Instructions to follow:
Give the data below again, word for word.

[[ Material shown, beginning ]]

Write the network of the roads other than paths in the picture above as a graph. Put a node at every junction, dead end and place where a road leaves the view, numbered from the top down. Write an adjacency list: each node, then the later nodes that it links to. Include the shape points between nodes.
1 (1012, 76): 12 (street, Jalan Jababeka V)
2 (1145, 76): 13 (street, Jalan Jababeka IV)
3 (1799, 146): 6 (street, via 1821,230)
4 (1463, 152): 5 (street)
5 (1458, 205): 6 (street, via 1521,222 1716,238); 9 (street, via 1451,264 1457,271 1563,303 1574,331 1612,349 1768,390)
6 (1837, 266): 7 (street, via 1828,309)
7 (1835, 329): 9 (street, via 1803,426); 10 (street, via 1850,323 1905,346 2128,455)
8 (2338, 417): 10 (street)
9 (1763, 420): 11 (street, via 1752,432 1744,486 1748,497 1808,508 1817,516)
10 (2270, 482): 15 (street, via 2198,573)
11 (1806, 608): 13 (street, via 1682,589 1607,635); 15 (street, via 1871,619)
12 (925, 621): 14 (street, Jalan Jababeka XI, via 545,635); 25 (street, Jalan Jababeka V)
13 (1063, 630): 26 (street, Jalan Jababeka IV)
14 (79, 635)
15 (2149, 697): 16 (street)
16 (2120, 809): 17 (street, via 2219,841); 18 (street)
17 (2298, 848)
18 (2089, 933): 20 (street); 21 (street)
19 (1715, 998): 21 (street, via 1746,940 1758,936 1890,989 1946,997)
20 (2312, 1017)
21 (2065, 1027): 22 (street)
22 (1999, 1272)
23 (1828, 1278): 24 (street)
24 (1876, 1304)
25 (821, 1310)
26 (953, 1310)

[[ Material shown, end ]]

Written response:
Write the network of the roads other than paths in the picture above as a graph. Put a node at every junction, dead end and place where a road leaves the view, numbered from the top down. Write an adjacency list: each node, then the later nodes that it links to. Include the shape points between nodes.
1 (1012, 76): 12 (street, Jalan Jababeka V)
2 (1145, 76): 13 (street, Jalan Jababeka IV)
3 (1799, 146): 6 (street, via 1821,230)
4 (1463, 152): 5 (street)
5 (1458, 205): 6 (street, via 1521,222 1716,238); 9 (street, via 1451,264 1457,271 1563,303 1574,331 1612,349 1768,390)
6 (1837, 266): 7 (street, via 1828,309)
7 (1835, 329): 9 (street, via 1803,426); 10 (street, via 1850,323 1905,346 2128,455)
8 (2338, 417): 10 (street)
9 (1763, 420): 11 (street, via 1752,432 1744,486 1748,497 1808,508 1817,516)
10 (2270, 482): 15 (street, via 2198,573)
11 (1806, 608): 13 (street, via 1682,589 1607,635); 15 (street, via 1871,619)
12 (925, 621): 14 (street, Jalan Jababeka XI, via 545,635); 25 (street, Jalan Jababeka V)
13 (1063, 630): 26 (street, Jalan Jababeka IV)
14 (79, 635)
15 (2149, 697): 16 (street)
16 (2120, 809): 17 (street, via 2219,841); 18 (street)
17 (2298, 848)
18 (2089, 933): 20 (street); 21 (street)
19 (1715, 998): 21 (street, via 1746,940 1758,936 1890,989 1946,997)
20 (2312, 1017)
21 (2065, 1027): 22 (street)
22 (1999, 1272)
23 (1828, 1278): 24 (street)
24 (1876, 1304)
25 (821, 1310)
26 (953, 1310)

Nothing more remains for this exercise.